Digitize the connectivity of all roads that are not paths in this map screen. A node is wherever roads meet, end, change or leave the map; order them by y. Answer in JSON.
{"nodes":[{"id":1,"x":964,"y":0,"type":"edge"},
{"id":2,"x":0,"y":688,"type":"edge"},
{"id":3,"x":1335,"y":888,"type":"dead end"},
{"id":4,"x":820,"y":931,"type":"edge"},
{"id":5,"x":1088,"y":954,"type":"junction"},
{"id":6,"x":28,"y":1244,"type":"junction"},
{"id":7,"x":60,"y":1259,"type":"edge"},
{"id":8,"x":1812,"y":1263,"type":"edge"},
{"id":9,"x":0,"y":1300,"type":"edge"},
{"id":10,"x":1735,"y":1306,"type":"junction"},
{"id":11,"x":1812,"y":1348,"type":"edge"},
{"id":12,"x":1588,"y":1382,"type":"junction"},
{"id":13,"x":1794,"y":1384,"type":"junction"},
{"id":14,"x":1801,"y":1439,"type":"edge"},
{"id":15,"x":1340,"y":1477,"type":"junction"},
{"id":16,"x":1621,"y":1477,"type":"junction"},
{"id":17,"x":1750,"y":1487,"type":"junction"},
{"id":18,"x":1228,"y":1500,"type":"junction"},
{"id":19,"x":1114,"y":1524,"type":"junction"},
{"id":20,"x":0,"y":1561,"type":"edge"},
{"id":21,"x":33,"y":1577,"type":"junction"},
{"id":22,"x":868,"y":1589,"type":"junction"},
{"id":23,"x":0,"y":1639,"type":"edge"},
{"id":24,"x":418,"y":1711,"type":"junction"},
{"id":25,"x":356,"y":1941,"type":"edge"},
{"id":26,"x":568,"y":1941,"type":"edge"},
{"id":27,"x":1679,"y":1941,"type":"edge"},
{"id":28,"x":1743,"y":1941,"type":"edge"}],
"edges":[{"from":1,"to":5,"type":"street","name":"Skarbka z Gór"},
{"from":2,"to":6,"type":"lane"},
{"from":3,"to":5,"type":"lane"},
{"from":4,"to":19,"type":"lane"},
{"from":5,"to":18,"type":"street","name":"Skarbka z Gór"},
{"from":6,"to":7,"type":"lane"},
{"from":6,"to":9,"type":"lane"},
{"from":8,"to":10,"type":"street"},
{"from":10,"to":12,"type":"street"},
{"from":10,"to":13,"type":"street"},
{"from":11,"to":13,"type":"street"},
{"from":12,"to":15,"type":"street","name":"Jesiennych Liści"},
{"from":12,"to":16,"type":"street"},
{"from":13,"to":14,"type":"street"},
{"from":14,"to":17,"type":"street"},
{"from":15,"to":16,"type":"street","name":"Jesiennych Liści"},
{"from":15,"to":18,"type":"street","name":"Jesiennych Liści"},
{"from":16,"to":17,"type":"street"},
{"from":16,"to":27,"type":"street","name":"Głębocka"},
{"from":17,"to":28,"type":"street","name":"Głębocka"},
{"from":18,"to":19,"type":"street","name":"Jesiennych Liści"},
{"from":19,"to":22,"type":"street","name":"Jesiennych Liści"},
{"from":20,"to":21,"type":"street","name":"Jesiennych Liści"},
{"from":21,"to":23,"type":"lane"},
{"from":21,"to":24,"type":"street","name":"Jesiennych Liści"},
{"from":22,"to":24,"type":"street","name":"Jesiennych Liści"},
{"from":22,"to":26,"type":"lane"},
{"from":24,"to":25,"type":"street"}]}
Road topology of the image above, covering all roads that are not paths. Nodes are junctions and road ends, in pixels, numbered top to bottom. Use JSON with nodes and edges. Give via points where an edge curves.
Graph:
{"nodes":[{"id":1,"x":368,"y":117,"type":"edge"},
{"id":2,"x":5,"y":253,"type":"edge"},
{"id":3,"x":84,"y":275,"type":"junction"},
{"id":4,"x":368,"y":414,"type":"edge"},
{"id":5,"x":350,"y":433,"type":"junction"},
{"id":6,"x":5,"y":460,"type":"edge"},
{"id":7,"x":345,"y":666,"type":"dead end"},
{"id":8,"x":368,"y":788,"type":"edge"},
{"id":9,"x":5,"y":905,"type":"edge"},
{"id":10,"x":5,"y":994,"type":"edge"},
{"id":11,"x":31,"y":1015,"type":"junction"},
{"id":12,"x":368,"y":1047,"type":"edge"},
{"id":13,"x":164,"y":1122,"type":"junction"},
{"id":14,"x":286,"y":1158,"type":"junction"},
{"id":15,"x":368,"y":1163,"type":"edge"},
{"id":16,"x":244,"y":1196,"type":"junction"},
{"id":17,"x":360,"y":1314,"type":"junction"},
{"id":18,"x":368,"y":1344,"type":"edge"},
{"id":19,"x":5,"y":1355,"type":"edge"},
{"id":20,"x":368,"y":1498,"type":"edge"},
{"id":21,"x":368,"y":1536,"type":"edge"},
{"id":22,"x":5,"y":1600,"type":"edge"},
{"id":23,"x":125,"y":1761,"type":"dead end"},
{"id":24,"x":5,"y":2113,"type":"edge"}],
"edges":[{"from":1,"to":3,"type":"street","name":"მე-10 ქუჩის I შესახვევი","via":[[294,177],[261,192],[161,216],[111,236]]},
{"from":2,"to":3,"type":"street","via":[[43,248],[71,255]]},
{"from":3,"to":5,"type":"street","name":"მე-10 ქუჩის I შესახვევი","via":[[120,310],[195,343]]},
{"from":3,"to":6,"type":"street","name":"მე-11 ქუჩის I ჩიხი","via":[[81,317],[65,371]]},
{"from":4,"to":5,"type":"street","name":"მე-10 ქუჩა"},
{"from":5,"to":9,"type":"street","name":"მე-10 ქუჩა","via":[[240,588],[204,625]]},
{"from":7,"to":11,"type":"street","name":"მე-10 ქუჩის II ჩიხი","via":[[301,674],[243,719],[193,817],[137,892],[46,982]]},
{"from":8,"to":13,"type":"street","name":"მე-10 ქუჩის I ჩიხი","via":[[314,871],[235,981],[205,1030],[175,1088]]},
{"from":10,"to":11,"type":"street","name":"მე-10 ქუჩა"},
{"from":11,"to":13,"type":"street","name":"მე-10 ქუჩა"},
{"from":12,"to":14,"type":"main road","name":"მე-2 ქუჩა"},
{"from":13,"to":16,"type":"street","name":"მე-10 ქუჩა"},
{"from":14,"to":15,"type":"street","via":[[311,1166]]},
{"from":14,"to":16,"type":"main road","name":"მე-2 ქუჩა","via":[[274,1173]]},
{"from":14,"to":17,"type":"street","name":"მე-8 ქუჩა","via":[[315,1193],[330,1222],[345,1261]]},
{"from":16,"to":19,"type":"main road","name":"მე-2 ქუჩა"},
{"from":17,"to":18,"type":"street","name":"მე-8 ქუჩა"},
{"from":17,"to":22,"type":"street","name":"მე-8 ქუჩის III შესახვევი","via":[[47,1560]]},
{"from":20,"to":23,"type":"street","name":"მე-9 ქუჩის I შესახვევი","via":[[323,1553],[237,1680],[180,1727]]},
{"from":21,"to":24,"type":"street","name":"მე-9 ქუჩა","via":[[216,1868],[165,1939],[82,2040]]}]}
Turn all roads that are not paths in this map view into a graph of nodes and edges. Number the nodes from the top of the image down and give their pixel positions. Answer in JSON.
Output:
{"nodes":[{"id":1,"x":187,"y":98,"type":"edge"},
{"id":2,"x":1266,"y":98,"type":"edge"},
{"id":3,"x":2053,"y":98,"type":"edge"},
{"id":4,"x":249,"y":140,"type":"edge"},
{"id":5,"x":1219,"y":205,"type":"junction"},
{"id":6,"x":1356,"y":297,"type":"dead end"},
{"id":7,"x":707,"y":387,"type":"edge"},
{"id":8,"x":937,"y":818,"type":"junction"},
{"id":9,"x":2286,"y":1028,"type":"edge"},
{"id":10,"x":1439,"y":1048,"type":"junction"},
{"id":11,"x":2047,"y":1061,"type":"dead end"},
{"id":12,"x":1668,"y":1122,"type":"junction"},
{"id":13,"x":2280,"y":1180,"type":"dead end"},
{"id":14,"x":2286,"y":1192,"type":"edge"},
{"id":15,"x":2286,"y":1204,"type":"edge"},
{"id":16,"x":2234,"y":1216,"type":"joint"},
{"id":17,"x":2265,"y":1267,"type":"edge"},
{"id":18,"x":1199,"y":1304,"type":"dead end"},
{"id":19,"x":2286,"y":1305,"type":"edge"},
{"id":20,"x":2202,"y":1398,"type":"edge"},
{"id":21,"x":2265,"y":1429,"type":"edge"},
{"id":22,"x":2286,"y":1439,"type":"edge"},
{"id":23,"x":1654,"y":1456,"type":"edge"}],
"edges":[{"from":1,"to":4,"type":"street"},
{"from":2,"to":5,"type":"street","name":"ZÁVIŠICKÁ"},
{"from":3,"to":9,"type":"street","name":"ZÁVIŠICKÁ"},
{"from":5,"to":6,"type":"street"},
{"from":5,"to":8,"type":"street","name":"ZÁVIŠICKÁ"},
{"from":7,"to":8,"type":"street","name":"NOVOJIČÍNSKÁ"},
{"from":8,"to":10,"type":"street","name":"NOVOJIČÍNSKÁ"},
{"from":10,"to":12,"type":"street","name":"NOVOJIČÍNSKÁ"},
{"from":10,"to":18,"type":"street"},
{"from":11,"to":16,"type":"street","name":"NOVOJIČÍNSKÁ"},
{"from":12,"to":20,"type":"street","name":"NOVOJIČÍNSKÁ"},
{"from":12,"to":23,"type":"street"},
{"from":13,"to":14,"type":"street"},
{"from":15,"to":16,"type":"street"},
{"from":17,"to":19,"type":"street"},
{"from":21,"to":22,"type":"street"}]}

TASK REQUIREMENTS:
Count the lines of the data that hold the string "image". The answer should be that number alone.

THE ANSWER:
2